- Born: Jamie Allan Nicklin February 15, 1977 (age 49)
- Occupation: Magician
- Known for: Fusion of magic and technology
- Notable work: iMagician: The Evolution of Magic

= Jamie Allan (magician) =

English magician (born 1977)

Jamie Allan (born February 15, 1977) is an English-born magician. He performs modern illusions with iPads, laser beams, Facebook and Twitter. He has appeared on various TV shows and has worked alongside various other entertainers and performers and designed illusions and effects for them. He has also worked in many aspects of the entertainment industry, as performer, producer, writer and director. He created and co-wrote the musical Houdini.

==Biography==
Jamie Allan was born on 15 February 1977 in England to Alan James Nicklin and Kay Kennedy. His father was the leader of the show band Second City Sound and Touch of Velvet. His mother was a singer. He has two sons.

==Professional life==
Allan performed his first magic show at just 8 years old in Cabaret Club in Market Bosworth.
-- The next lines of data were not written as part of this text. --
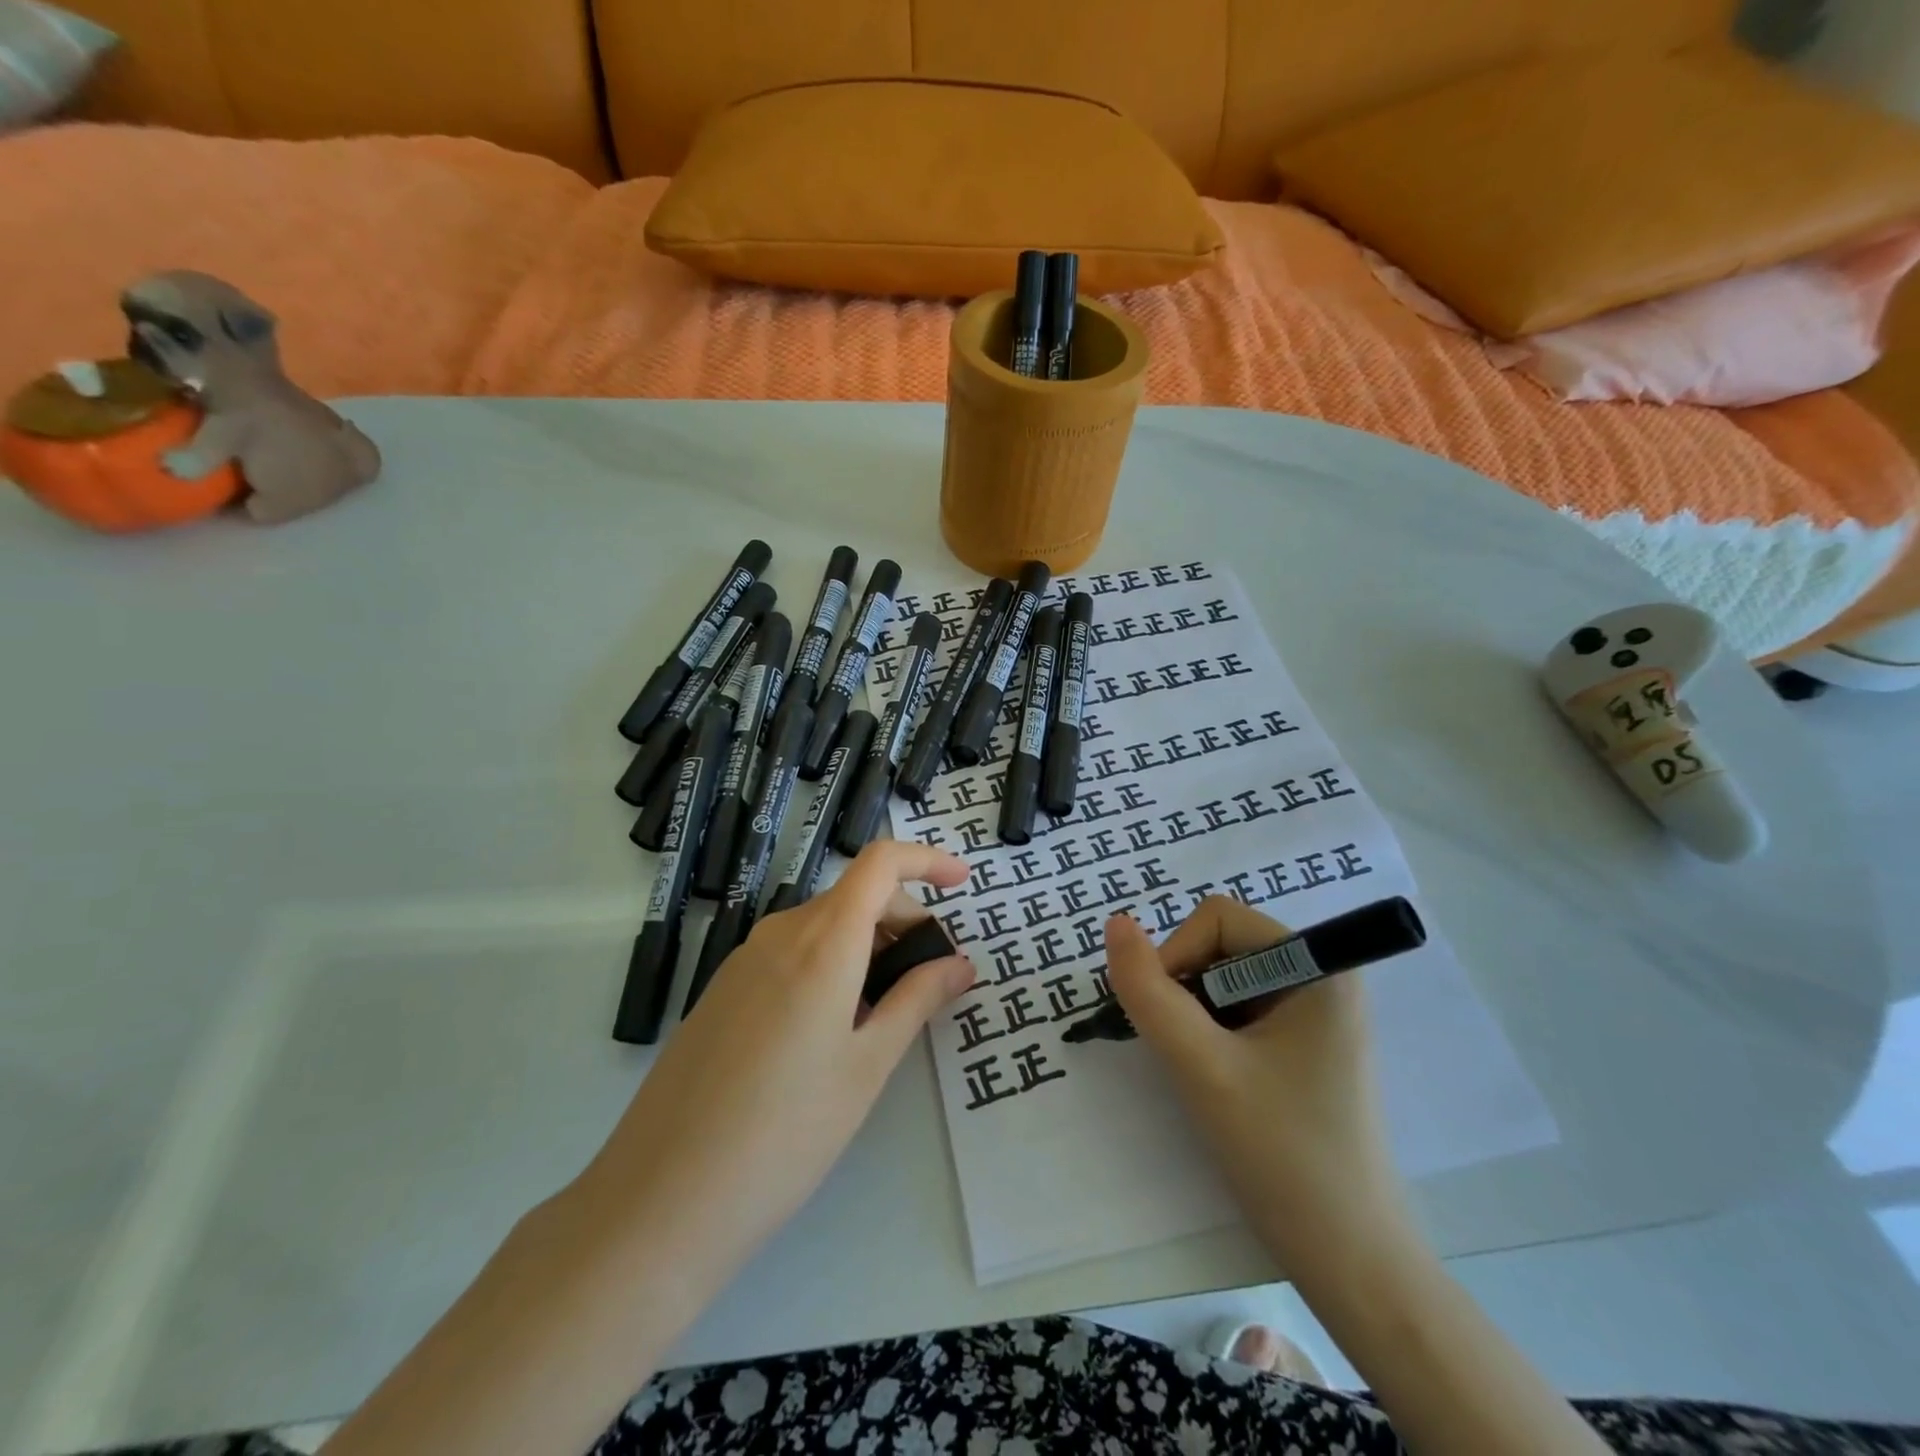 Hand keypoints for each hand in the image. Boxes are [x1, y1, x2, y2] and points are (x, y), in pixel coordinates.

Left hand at [574, 841, 973, 1298]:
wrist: (662, 1198)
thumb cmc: (785, 1132)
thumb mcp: (867, 1066)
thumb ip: (917, 1000)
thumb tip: (959, 963)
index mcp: (822, 941)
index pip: (881, 864)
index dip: (926, 860)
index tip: (963, 883)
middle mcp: (780, 933)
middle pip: (855, 896)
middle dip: (904, 920)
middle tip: (932, 977)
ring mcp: (744, 959)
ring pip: (823, 925)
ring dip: (868, 944)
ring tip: (885, 1011)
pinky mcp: (723, 989)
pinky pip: (791, 952)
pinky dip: (830, 962)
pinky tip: (832, 1028)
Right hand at [1103, 899, 1410, 1264]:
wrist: (1351, 1262)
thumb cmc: (1282, 1155)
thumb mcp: (1202, 1068)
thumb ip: (1149, 993)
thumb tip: (1115, 923)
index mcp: (1320, 966)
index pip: (1218, 920)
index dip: (1176, 956)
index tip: (1167, 1021)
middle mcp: (1325, 976)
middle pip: (1222, 945)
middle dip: (1186, 989)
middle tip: (1184, 1052)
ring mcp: (1319, 1011)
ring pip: (1226, 979)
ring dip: (1196, 1014)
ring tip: (1204, 1072)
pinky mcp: (1309, 1043)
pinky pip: (1242, 1009)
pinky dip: (1214, 1033)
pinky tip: (1221, 1081)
Since then he has performed worldwide on TV shows and theatres including headlining London Palladium. He has designed special effects and stage illusions for performers in the entertainment and corporate worlds, including making the new Mercedes M class appear from thin air at the UK launch, designing laser technology for the show Lumina the Laser Violinist and vanishing and reproducing a US$250,000 Robinson R22 helicopter live on the stage of the RMS Queen Mary 2 during her maiden voyage. He designed stage illusions for performers and entertainers including Sting, Tim Minchin, Katherine Jenkins, Lulu, Blue, Leona Lewis, Billy Ocean and Jools Holland.
He has appeared on various TV shows like Get your Act Together, The Alan Titchmarsh Show (ITV), The One Show (BBC), BBC Breakfast (BBC), 'Le PLus Grand Cabaret Du Monde' (France 2), This Morning (ITV), The Slammer (CBBC) and Mega Clever - Die NKL-Show.

Inspired by the illusionist and escapologist Harry Houdini, Allan created and co-wrote the musical Houdini and was responsible for overseeing special effects for the production. He also created a comic strip series of the same name. He was among the magicians who performed at the grand magical show Impossible.